Each line that contains "main" needs to be copied from the listing.

** SUPPLIED MATERIAL **
▬▬▬

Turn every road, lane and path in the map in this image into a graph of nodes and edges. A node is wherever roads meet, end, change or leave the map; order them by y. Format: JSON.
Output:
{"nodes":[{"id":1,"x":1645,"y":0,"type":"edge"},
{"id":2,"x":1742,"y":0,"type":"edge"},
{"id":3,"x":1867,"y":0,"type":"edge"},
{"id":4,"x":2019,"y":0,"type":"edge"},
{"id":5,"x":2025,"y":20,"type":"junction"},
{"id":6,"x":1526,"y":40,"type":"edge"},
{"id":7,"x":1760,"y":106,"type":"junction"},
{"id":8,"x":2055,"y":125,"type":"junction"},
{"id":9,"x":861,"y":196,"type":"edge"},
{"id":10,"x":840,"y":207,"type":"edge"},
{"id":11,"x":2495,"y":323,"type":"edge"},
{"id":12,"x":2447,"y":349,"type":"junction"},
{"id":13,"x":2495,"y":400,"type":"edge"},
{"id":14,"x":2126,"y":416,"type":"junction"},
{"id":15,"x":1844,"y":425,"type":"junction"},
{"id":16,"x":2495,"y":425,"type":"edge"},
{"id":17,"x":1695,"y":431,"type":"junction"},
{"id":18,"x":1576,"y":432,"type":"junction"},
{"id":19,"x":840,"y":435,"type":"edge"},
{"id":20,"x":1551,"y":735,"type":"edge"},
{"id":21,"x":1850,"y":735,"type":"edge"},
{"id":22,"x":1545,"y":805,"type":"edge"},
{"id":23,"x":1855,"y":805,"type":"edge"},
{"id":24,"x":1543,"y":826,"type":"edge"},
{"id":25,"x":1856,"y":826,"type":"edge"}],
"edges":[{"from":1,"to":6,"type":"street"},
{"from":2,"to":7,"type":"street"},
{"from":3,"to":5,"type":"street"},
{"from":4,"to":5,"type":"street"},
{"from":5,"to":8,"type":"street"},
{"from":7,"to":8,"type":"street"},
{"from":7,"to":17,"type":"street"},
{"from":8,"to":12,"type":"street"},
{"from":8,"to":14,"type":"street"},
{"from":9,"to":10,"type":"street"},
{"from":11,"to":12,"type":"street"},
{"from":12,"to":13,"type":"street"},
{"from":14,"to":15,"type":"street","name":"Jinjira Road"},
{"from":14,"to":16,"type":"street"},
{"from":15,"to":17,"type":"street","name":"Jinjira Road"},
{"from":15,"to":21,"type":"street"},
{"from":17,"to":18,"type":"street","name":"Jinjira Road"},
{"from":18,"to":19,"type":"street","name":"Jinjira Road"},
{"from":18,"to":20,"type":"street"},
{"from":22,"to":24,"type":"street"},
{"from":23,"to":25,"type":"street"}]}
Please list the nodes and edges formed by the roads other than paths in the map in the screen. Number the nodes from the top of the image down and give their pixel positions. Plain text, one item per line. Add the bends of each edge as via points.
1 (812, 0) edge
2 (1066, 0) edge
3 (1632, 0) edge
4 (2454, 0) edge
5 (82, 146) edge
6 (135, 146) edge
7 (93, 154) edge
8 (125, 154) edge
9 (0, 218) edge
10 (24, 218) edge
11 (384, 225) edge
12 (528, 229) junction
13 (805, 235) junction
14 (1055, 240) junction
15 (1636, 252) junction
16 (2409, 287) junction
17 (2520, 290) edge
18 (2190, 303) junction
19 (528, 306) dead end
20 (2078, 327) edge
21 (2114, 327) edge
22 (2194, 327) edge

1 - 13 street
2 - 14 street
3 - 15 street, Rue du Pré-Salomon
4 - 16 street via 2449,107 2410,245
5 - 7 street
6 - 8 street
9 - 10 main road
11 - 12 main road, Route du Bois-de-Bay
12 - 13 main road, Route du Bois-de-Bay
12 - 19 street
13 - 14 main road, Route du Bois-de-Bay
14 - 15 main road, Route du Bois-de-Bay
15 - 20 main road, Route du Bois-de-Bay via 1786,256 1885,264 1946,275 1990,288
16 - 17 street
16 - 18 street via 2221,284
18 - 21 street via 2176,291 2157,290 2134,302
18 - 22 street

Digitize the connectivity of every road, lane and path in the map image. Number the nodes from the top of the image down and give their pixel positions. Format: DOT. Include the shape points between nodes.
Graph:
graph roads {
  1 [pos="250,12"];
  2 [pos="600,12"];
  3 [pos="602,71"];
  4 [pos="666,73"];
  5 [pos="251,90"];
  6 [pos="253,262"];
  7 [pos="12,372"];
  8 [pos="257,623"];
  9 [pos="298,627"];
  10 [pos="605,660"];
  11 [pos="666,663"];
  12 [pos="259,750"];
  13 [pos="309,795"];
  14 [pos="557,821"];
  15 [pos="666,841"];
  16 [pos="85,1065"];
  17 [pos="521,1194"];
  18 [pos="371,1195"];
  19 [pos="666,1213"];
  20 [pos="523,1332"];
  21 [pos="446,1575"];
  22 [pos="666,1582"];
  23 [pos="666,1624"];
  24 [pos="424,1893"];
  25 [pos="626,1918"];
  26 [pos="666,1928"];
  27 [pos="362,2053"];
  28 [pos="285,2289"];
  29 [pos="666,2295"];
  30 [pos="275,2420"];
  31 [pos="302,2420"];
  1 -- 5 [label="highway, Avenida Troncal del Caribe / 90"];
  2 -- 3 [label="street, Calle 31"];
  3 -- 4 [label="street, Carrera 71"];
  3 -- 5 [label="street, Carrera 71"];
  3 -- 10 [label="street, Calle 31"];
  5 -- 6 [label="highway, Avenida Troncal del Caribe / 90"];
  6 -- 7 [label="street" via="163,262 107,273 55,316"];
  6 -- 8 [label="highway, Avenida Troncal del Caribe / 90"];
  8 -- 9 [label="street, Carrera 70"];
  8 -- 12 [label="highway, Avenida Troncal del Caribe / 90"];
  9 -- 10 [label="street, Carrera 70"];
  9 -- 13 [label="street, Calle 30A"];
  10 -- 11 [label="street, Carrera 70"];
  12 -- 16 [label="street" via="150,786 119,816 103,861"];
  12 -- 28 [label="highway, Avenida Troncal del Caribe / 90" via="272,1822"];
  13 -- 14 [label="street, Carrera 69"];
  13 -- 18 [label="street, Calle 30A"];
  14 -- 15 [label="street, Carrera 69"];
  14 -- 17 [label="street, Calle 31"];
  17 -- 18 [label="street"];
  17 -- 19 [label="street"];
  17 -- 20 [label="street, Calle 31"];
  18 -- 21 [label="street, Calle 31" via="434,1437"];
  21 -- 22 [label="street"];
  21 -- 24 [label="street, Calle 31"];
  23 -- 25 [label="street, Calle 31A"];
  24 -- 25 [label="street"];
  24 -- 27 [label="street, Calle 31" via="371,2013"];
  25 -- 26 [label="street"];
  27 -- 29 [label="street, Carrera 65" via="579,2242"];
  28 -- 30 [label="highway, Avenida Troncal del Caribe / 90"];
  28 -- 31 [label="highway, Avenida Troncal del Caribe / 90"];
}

▬▬▬

** SOLUTION TO THE PROBLEM **
9 - 10 main road
11 - 12 main road, Route du Bois-de-Bay
12 - 13 main road, Route du Bois-de-Bay
13 - 14 main road, Route du Bois-de-Bay
14 - 15 main road, Route du Bois-de-Bay
15 - 20 main road, Route du Bois-de-Bay via 1786,256 1885,264 1946,275 1990,288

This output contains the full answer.